According to the analysis, most competitors, including Ford and General Motors, lacked the incentive to catch up as rapidly as Volkswagen due to rising battery costs and restricted production capacity. As a result, Tesla is likely to be the largest EV vendor in the US for some time.

Meanwhile, reports revealed that this year in Q1 despite the mounting competition, Tesla’s Model Y SUV and Model 3 sedan were the two top-selling vehicles in the US.

Volkswagen’s production and sales are concentrated in Europe, and the study has predicted that the business will increase more in China than in the United States.

According to VW’s annual report, US sales accounted for less than 10% of total sales last year.

It was also stated that Tesla’s sales in China, where it now produces two models, are likely to suffer as a result.

According to Kelly Blue Book, Tesla was an early adopter of the EV revolution, accounting for 75% of all EVs sold in the US in the first quarter of 2022. However, as per the experts, competitors are gradually eroding part of that market share by leveraging their size.

Michael Dean, the Senior European Automotive Industry Analyst at Bloomberg Intelligence, said: “Looking ahead, automakers in Europe, China and elsewhere will continue to challenge Tesla via an impending wave of new models, though profit incentives are limited amid rising battery costs and a lack of scale.”

“That may change in 2025-26 as more brands achieve critical mass on new-generation models with proprietary software.
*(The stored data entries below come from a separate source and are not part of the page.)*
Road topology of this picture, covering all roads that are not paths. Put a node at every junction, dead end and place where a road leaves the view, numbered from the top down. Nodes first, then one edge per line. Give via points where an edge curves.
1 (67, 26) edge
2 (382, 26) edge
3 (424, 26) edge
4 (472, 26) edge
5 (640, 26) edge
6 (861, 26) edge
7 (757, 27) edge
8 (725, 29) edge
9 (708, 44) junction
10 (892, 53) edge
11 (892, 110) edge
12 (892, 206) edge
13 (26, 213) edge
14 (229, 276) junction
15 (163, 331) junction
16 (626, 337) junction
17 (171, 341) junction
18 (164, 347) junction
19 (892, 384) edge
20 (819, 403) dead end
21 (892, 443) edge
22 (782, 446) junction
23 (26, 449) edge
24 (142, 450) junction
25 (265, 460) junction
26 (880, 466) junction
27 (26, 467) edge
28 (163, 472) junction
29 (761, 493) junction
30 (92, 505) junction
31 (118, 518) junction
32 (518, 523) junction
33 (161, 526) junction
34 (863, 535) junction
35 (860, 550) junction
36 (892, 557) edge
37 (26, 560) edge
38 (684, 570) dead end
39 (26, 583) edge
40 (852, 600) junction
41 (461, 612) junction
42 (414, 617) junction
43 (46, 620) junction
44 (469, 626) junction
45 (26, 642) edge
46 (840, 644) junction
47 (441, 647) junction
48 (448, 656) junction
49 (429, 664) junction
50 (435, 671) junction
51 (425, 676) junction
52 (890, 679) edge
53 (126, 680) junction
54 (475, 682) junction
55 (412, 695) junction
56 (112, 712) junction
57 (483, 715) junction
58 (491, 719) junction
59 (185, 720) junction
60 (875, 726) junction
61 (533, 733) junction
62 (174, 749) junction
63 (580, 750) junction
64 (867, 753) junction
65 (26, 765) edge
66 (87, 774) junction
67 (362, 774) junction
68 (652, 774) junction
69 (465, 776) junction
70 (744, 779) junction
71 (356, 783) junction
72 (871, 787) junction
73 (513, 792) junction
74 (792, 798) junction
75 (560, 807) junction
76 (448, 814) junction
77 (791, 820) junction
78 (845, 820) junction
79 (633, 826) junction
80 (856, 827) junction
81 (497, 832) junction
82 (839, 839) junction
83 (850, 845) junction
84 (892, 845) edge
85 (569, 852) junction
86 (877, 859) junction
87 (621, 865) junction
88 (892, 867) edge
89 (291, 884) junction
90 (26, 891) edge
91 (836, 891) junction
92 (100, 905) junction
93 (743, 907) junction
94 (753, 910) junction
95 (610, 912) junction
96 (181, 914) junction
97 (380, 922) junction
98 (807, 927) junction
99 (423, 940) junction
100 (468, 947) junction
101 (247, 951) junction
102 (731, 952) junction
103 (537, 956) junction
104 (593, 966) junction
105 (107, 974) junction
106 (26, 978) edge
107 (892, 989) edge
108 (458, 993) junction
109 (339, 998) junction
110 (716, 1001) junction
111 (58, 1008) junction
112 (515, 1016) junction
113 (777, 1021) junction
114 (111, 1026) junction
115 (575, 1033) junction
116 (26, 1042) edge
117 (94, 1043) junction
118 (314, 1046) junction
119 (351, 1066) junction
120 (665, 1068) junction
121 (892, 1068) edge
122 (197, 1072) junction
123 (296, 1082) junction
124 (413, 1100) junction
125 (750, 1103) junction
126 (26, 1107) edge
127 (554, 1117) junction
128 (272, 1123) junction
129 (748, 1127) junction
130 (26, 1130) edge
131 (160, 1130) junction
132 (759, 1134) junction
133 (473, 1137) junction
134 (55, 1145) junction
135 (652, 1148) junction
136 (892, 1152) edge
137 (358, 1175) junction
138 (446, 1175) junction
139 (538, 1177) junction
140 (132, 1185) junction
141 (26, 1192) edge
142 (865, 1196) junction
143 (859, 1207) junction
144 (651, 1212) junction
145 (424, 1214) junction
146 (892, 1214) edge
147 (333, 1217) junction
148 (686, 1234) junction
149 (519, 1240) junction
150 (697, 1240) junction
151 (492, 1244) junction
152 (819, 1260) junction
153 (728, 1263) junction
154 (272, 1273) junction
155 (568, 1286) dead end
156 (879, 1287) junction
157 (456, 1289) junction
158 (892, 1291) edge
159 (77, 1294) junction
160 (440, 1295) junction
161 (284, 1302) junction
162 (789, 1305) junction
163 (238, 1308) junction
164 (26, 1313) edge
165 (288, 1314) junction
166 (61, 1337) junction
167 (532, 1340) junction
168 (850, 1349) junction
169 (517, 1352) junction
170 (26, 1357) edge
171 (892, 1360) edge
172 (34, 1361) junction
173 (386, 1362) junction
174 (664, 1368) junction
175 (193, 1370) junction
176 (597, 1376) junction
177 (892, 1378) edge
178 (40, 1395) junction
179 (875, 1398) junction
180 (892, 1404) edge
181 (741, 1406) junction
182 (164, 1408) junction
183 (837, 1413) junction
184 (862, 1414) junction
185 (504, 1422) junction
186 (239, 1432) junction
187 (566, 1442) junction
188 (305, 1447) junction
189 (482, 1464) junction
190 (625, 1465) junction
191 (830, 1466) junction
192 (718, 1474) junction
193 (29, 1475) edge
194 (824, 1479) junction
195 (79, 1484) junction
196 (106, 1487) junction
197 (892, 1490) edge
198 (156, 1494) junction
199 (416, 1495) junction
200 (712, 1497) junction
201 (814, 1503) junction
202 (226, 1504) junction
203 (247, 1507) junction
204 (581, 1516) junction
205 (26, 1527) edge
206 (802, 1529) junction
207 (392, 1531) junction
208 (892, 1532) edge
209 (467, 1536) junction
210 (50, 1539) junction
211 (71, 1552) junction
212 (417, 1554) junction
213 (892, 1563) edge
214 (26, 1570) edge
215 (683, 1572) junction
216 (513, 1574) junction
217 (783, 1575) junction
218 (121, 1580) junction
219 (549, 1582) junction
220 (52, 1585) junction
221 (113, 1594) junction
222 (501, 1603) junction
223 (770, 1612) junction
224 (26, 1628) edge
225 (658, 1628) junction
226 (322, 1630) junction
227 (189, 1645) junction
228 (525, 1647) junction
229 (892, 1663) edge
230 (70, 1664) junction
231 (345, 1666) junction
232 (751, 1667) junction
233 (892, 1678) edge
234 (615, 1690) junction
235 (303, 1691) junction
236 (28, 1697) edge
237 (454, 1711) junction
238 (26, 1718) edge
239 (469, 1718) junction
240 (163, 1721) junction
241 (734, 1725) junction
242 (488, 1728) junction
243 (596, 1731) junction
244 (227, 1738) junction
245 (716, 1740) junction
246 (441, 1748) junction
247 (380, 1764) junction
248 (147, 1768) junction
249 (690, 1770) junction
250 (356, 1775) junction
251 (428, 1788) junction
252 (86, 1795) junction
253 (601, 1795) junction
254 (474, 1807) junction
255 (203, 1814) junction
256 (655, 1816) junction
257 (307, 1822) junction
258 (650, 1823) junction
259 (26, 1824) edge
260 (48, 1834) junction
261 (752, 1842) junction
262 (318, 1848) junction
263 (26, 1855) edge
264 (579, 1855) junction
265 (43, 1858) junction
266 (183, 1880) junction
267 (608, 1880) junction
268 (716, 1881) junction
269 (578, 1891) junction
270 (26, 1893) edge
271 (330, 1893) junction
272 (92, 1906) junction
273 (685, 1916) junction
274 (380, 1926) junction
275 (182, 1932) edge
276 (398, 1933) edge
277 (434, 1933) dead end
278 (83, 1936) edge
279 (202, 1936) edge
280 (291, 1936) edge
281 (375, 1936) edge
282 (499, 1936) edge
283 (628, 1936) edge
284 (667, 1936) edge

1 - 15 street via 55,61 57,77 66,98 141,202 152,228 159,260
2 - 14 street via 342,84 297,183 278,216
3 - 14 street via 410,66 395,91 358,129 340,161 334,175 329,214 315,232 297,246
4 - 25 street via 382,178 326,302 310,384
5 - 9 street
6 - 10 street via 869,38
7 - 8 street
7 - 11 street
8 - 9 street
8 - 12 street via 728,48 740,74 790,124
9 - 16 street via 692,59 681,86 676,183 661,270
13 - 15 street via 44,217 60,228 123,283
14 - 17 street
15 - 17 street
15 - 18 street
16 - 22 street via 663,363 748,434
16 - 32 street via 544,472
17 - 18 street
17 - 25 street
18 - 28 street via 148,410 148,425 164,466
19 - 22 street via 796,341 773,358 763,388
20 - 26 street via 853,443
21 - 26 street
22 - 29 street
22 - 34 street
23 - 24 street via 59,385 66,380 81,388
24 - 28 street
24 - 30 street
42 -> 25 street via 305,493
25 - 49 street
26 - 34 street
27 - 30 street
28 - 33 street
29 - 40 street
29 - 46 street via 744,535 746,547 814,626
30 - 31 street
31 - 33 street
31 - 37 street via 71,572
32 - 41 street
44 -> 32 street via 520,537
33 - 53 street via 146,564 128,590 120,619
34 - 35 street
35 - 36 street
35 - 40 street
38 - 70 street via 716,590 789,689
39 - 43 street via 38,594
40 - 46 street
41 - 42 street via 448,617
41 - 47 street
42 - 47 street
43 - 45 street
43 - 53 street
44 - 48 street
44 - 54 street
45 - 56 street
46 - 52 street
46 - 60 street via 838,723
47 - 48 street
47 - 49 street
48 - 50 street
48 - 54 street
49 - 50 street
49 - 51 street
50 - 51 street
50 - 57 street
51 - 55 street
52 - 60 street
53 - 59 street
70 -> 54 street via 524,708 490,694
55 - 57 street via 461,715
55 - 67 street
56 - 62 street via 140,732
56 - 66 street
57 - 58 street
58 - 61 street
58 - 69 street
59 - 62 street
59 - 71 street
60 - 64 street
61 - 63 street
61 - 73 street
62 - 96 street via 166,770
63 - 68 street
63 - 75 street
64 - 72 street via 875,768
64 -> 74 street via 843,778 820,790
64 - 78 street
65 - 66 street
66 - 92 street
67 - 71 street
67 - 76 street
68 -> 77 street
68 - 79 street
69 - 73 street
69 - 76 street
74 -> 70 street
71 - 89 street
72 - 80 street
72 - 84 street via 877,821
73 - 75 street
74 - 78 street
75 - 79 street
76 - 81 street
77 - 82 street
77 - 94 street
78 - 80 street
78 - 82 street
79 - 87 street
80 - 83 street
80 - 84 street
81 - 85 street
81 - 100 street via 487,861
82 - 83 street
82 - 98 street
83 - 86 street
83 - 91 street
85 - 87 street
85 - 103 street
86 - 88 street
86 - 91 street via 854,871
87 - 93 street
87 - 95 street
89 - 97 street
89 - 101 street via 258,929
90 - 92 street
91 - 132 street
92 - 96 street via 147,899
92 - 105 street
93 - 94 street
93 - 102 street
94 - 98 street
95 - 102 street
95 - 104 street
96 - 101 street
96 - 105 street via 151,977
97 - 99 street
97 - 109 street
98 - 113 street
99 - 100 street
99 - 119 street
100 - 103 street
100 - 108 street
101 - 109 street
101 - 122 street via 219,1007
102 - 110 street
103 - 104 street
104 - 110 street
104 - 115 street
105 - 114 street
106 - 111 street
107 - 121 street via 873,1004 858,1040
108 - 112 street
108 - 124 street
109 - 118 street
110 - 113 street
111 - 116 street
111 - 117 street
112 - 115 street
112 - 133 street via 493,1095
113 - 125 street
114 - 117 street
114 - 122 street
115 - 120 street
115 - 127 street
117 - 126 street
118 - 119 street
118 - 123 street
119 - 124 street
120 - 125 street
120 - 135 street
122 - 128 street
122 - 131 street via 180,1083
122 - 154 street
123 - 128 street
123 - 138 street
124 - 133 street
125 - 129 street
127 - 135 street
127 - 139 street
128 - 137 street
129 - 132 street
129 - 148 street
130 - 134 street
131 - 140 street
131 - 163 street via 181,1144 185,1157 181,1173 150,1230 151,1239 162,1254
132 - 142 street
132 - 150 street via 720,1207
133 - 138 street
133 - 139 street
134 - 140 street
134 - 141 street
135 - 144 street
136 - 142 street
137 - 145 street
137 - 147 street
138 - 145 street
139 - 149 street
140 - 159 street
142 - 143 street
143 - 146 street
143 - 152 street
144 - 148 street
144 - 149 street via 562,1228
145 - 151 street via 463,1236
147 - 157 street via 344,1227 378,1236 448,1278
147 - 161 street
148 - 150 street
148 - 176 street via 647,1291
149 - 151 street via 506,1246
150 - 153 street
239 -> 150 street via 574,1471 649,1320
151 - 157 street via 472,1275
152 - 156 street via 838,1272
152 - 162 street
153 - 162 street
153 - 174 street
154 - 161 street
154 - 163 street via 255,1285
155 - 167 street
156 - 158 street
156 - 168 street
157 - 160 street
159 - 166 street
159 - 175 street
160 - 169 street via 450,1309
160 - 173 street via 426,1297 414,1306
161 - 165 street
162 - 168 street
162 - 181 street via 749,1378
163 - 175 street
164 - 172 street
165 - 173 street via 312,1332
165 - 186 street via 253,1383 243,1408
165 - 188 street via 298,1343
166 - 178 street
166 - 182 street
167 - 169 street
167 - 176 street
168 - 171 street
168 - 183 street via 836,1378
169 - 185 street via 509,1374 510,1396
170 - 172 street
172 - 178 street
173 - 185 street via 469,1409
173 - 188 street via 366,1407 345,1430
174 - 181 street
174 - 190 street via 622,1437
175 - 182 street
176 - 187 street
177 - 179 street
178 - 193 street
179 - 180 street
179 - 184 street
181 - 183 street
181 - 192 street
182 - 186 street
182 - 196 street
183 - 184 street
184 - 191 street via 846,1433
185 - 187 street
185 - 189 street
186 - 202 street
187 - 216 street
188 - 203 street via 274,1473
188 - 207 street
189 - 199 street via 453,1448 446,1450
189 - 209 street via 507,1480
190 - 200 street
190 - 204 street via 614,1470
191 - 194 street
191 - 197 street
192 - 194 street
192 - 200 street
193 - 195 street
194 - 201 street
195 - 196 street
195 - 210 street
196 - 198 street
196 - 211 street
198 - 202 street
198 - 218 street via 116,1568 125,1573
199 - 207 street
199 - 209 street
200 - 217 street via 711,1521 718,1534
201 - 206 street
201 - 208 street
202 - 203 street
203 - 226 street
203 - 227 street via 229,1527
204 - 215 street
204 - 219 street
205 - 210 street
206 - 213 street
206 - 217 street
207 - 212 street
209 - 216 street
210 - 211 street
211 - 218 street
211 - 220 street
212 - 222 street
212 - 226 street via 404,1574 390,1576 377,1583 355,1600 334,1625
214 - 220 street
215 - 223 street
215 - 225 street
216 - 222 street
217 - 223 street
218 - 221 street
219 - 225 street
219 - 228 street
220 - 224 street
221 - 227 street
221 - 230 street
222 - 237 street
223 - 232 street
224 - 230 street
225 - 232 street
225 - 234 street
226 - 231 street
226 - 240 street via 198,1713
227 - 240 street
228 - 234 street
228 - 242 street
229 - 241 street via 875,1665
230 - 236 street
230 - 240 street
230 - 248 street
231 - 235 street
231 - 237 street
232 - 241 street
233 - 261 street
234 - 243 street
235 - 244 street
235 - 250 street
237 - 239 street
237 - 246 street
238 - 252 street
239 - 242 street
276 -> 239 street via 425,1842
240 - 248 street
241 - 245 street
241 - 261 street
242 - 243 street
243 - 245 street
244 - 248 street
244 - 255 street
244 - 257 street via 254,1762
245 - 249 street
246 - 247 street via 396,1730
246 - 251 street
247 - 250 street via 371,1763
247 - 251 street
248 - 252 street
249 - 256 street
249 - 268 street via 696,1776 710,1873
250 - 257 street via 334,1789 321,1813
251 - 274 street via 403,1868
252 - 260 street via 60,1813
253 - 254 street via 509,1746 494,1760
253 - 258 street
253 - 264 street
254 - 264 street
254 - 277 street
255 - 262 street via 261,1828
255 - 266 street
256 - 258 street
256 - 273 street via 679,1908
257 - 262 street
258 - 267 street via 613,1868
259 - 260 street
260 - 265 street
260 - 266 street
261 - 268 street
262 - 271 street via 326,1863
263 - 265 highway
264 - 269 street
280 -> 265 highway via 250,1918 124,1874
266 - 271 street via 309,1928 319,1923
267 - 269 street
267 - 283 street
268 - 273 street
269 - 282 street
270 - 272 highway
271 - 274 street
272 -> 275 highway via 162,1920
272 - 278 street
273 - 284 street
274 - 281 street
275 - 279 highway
There are a number of challenging external factors to consider and bold BEV ambitions have done little to prevent crisis-level valuation multiples, stoked by recession fears, rising interest rates, supply-chain constraints and inflation,” he added.

The cost competitiveness of BEVs is still dependent on battery pricing, and Volkswagen is investing up to EUR30 billion in the supply chain, including the construction of six new battery-cell facilities in Europe by 2030.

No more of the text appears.